Dataset entries:
[Start of Attachment]

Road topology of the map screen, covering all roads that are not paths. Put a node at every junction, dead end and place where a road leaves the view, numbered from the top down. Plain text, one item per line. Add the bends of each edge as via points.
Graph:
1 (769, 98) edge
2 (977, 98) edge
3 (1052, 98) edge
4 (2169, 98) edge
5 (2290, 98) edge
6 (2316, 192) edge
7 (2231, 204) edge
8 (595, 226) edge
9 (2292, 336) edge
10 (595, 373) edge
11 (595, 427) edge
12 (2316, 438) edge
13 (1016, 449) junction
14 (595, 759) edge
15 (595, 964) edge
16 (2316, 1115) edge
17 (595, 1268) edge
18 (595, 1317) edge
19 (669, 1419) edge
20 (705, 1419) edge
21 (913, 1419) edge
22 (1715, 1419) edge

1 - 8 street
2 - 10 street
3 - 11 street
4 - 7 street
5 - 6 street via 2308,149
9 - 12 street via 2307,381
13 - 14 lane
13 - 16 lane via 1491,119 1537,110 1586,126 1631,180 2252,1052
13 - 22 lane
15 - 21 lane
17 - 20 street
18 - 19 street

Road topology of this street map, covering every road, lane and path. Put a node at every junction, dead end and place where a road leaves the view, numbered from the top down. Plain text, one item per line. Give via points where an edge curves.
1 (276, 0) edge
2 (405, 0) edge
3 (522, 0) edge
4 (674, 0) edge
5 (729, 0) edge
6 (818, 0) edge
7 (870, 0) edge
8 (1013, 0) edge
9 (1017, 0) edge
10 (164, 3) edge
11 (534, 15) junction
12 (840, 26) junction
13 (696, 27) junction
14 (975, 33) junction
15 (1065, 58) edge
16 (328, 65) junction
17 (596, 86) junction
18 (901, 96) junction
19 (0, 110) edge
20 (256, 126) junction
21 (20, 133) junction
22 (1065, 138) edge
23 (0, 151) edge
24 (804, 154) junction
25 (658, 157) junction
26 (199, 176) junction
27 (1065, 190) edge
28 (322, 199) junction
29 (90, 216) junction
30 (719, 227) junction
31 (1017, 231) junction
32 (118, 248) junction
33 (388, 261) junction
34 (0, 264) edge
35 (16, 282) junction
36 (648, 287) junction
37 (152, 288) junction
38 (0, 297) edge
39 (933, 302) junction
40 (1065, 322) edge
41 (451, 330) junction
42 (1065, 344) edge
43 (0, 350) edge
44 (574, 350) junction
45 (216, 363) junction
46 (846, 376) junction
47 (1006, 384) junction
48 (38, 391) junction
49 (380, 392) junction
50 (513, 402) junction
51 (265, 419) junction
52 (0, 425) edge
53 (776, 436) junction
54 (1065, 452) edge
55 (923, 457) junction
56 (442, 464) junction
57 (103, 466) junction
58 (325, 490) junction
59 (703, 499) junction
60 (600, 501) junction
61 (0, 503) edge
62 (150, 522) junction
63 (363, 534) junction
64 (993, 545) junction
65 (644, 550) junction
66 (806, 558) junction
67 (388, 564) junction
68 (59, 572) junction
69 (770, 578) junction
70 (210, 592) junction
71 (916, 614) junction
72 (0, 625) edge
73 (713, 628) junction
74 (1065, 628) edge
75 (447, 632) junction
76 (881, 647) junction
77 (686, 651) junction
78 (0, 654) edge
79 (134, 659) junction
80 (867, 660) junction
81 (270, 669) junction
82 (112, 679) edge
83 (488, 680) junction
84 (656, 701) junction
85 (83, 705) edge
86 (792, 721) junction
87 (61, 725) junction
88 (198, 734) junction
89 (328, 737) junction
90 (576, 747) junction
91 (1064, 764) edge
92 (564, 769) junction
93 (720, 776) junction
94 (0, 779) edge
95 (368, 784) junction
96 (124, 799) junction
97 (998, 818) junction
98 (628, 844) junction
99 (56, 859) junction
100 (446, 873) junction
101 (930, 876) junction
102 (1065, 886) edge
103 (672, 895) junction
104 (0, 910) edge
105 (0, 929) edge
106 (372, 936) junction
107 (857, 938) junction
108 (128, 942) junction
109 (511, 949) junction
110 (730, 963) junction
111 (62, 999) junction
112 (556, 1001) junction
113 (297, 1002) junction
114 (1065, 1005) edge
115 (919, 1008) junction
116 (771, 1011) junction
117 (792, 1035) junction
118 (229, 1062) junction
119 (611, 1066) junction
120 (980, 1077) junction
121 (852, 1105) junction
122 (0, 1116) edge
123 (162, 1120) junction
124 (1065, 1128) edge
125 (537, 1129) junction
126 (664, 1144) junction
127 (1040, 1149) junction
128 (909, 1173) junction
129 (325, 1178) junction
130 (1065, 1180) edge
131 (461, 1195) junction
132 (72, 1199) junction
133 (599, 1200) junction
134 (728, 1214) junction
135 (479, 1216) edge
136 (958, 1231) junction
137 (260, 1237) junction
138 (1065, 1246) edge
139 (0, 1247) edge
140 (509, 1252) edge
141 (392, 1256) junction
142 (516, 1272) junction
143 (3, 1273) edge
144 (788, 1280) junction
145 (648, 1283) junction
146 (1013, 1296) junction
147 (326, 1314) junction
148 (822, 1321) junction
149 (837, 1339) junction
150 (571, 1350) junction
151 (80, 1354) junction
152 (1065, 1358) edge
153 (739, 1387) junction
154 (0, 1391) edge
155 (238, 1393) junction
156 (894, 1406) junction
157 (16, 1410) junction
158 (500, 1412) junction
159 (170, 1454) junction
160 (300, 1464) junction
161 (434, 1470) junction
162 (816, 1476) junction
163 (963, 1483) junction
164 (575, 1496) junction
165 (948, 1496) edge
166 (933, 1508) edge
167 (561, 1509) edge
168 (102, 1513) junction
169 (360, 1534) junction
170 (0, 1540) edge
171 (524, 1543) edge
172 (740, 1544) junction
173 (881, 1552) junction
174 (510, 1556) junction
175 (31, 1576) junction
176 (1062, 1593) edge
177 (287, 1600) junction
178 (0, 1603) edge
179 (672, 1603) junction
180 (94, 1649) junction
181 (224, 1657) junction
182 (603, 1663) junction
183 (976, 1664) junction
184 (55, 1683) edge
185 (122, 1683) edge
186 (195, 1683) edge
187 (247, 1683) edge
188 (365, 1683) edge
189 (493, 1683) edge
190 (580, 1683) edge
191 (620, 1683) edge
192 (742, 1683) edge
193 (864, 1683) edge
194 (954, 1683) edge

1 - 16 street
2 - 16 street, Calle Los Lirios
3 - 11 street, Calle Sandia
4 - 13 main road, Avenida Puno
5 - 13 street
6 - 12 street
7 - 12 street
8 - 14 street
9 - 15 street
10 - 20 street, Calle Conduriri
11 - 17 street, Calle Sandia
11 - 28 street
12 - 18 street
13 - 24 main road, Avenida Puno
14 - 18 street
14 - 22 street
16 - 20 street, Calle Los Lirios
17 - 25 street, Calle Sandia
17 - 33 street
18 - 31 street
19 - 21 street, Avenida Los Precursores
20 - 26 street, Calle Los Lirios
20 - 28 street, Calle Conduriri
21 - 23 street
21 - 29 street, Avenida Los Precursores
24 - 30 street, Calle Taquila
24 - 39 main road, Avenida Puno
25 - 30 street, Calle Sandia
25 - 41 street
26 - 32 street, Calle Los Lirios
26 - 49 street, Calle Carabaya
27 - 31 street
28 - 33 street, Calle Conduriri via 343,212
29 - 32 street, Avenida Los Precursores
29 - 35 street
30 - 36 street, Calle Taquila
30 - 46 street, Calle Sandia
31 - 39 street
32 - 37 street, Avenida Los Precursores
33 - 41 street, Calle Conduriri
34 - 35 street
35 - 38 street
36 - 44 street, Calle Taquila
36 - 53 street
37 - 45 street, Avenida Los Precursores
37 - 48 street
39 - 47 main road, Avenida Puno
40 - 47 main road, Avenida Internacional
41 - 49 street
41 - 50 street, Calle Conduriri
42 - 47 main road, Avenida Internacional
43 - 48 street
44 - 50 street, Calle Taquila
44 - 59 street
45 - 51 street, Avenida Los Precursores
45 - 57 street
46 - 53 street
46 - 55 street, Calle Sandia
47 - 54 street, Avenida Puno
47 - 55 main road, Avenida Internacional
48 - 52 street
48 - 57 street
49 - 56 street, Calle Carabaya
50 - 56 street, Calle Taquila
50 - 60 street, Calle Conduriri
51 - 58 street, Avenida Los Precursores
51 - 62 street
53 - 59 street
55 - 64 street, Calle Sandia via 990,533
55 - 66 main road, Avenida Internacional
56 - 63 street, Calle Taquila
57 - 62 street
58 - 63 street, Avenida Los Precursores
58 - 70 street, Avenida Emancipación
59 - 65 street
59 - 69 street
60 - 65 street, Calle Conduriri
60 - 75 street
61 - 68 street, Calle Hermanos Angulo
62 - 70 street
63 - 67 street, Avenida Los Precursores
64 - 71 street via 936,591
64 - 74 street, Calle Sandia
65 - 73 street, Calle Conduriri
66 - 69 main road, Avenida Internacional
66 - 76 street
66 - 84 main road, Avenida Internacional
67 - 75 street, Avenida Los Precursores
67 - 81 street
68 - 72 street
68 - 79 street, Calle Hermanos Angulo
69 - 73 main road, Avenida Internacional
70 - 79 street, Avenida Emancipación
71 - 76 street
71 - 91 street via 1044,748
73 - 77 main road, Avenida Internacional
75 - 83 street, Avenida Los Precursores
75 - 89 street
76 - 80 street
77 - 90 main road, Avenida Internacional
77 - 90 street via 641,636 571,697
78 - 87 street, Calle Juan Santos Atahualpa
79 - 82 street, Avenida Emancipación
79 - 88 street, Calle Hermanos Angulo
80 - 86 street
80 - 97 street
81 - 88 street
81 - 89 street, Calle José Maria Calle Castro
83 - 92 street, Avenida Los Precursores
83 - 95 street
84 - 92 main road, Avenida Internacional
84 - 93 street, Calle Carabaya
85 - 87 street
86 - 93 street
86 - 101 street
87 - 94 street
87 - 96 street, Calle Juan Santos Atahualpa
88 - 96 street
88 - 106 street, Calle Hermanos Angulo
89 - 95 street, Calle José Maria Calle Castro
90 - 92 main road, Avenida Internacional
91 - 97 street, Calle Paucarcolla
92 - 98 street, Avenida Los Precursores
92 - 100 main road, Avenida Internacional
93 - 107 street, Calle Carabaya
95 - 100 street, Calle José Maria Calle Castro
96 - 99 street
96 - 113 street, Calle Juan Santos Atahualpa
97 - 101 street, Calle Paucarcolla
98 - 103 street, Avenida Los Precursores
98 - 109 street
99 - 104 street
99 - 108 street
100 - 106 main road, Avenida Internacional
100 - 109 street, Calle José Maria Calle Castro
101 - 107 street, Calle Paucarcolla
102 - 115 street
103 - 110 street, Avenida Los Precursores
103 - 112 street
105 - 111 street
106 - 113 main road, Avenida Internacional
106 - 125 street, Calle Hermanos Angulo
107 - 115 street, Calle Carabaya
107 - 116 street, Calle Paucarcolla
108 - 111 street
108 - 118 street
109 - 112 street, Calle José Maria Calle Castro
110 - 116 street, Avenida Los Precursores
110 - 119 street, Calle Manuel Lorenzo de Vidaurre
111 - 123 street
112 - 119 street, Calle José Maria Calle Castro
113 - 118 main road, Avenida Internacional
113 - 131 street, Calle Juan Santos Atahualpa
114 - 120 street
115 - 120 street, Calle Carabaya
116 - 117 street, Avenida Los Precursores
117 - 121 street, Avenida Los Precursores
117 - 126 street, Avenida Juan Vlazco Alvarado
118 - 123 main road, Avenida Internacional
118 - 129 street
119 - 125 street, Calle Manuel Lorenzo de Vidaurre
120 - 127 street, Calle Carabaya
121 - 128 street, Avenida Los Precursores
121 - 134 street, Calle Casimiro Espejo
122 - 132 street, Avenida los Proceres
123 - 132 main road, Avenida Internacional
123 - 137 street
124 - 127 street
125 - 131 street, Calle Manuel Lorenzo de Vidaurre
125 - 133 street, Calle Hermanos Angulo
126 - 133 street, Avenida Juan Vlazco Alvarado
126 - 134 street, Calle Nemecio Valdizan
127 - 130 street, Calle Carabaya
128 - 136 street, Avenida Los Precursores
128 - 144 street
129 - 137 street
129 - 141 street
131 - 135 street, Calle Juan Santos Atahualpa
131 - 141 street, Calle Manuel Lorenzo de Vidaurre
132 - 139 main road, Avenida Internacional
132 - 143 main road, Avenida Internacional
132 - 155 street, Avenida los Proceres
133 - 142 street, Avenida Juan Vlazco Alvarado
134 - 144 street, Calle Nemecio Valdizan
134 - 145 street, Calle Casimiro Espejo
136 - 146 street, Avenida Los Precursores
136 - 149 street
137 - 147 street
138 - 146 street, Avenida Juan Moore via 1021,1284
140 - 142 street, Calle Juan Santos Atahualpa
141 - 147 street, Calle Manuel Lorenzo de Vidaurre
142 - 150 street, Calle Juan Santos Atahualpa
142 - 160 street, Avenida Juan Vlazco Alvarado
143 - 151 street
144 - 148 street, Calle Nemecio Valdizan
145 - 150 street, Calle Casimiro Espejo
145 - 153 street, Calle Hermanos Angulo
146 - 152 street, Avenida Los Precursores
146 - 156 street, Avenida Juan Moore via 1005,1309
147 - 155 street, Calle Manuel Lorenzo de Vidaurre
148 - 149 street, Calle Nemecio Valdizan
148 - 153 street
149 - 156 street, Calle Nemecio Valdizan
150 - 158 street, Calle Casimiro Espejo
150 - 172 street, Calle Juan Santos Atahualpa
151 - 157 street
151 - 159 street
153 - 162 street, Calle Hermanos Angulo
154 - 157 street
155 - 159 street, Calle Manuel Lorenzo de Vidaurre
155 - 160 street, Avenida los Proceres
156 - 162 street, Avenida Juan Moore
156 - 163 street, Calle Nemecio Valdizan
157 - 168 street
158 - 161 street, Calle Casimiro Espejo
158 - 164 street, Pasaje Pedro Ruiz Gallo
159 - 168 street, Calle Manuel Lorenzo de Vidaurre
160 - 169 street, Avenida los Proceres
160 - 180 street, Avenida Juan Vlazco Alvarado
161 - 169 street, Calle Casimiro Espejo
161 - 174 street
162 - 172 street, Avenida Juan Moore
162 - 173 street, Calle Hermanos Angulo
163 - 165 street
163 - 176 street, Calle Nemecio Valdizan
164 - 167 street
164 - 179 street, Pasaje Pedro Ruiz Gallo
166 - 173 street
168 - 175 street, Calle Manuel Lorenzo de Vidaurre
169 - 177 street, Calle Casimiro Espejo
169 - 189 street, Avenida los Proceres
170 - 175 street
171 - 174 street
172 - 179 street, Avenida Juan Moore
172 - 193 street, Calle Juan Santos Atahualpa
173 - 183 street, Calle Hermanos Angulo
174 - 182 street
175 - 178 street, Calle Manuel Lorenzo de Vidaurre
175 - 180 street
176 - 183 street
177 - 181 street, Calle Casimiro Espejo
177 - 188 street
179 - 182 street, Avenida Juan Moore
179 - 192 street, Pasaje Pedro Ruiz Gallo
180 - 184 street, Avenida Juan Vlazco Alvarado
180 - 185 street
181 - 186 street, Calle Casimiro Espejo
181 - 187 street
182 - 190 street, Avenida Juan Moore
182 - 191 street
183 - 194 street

[End of Attachment]

**Your instructions**
Lines containing the string "Vlazco" above: how many are there? Answer with the number only.

**Task answer**
6